La Presa está que revienta (literalmente) y las lluvias no dan tregua
Parece que en Nuevo León el drama está asegurado, y no, no hablamos de un nuevo capítulo de una serie de Netflix, sino de nuestra hidrología local. Resulta que la Presa La Boca, esa que todos conocemos por sus paisajes Instagrameables, decidió que llegar al 100% era muy básico y se fue hasta el 103.81% de su capacidad. Sí, leíste bien, superó su límite como si fuera el carrito de compras en una tienda en línea. Ante este panorama, y con más nubes grises en el pronóstico que likes en un meme viral, las autoridades dijeron “ya basta” y tomaron cartas en el asunto.
La Comisión Nacional del Agua (Conagua), en un movimiento que todos vimos venir desde que empezaron las primeras gotas, anunció el inicio de un desfogue controlado. Básicamente, es como cuando tu celular está al 104% y decides desconectarlo para evitar que explote, pero a escala monumental y con mucha más agua.
El plan: liberar el excedente con toda la calma
El protagonista de esta novela hídrica es Luis Carlos Alatorre, el director regional de la Cuenca Río Bravo, quien con la serenidad de un influencer promocionando té detox, nos explicó que esto es solo una medida preventiva. En otras palabras, no es que estemos en modo apocalipsis, pero tampoco es momento de sacar la tabla de surf a la calle.
El vocero detalló que el procedimiento consiste en liberar un caudal de 50 metros cúbicos por segundo. Para que te hagas una idea, eso es como vaciar varias albercas olímpicas cada minuto, pero de manera supervisada y sin histerias. Lo más importante que recalcó es que esta maniobra no representa un riesgo para la población de las comunidades aguas abajo. O sea, pueden respirar tranquilos, sus mascotas y sus plantas están a salvo.

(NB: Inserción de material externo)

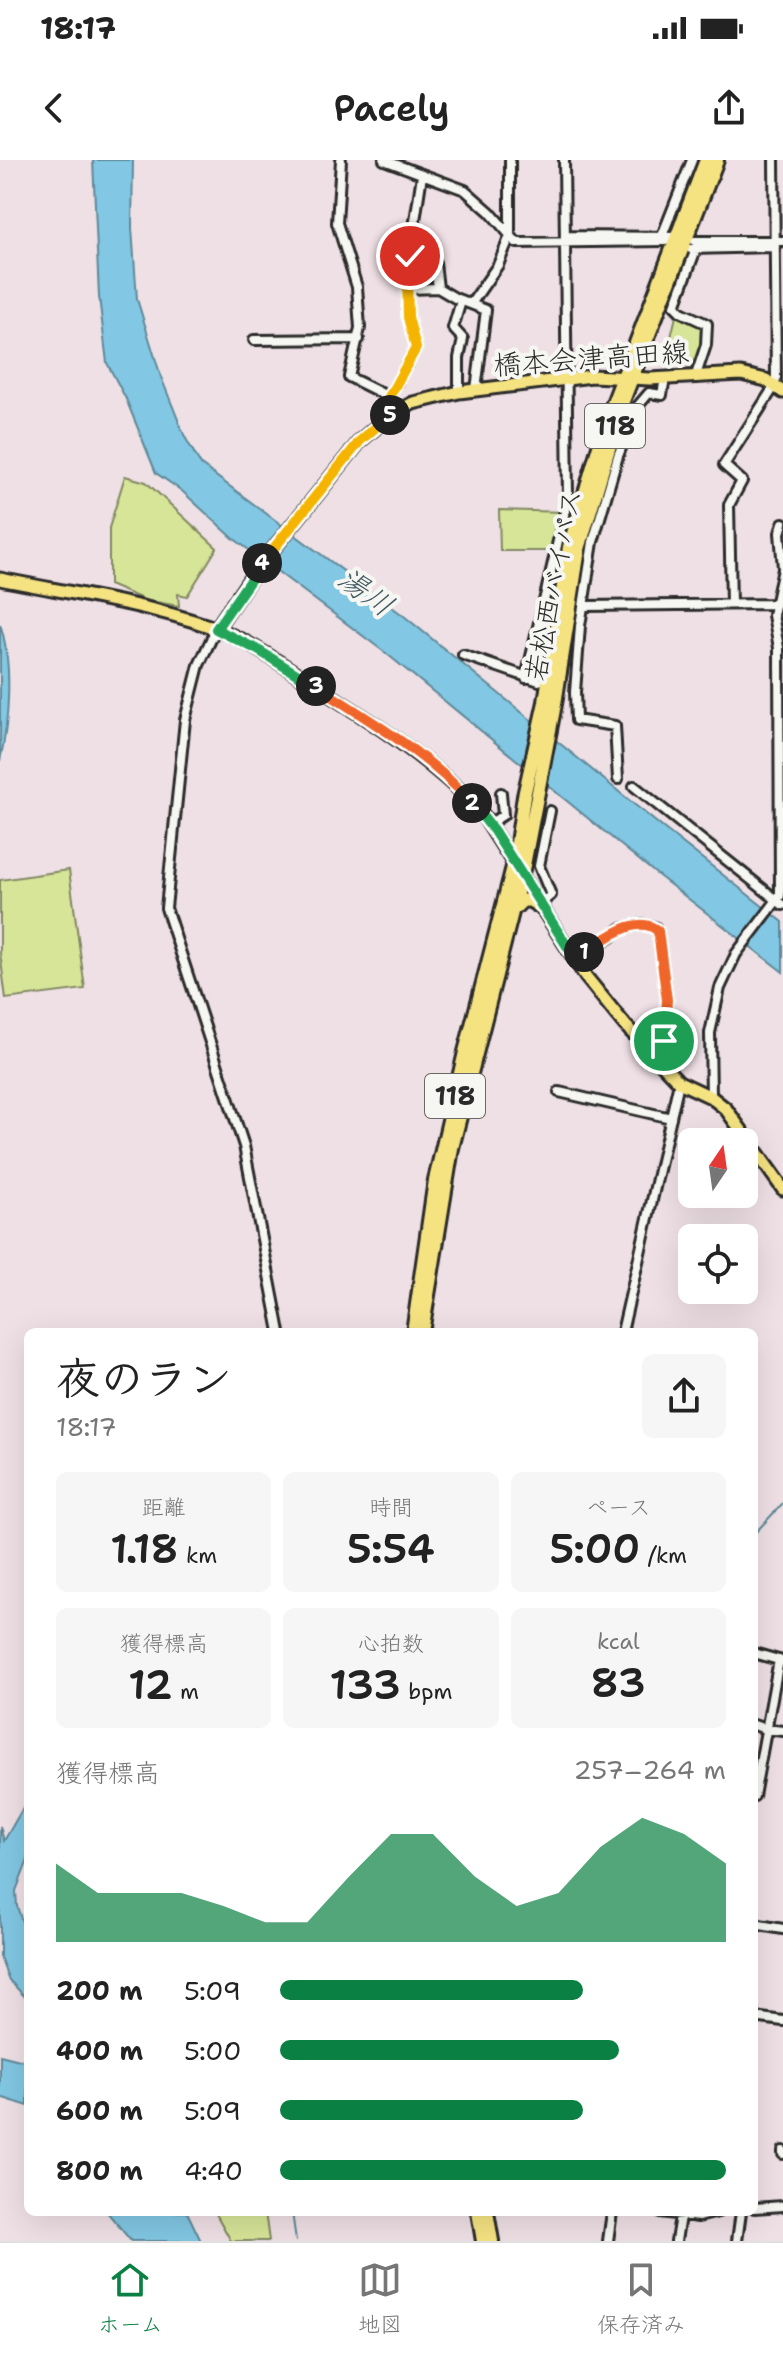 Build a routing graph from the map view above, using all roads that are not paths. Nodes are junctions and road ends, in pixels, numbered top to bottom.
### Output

“Invitamos a la población a mantenerse atenta a la información oficial y a seguir las indicaciones de Protección Civil”, señaló el funcionario. Traducción: dejen de creerle a los audios de WhatsApp de la tía Carmen que predice inundaciones bíblicas y mejor sigan las cuentas oficiales. Su timeline les dará información más confiable que ese grupo de vecinos alarmistas.
El contexto: un domingo lluvioso y caótico
Todo esto ocurre después de un domingo que nos recordó que la naturaleza tiene sus propios planes, usualmente contrarios a los nuestros. Las precipitaciones comenzaron por la tarde, arruinando probablemente varios planes de asados y dejando a su paso rescates y complicaciones viales. El municipio de Santiago fue el que se llevó la peor parte, registrando las lluvias más intensas. Vamos, que si tenías que pasar por ahí, mejor te hubieras quedado en casa viendo TikTok.
La Zona Metropolitana de Monterrey entera está en modo alerta esta semana. Las calles se convierten en ríos, los automóviles en botes y los ciudadanos en expertos improvisados en navegación. Por eso, el llamado de las autoridades es claro: sigan las recomendaciones de Protección Civil. No se trata de ser paranoico, sino de ser precavido. Revisen que sus drenajes no estén tapados, eviten pasar por zonas inundadas y, por el amor a todo lo digital, no se arriesguen por grabar un video épico para sus stories.
En resumen, la situación está bajo control, pero requiere que todos pongamos de nuestra parte. La gestión del agua es un tema serio, y aunque le pongamos un toque de humor, la verdad es que seguir los protocolos oficiales es la mejor manera de evitar sustos mayores. La presa La Boca está siendo monitoreada constantemente y las acciones se toman con base en datos y análisis, no en corazonadas.
¿La moraleja? La naturaleza es impredecible, pero nuestra respuesta no tiene que serlo. Mantengámonos informados, preparemos nuestros paraguas y confiemos en que las autoridades están haciendo su trabajo. Y sobre todo, recordemos que después de la tormenta siempre sale el sol… y luego otro meme que nos hará reír de todo esto.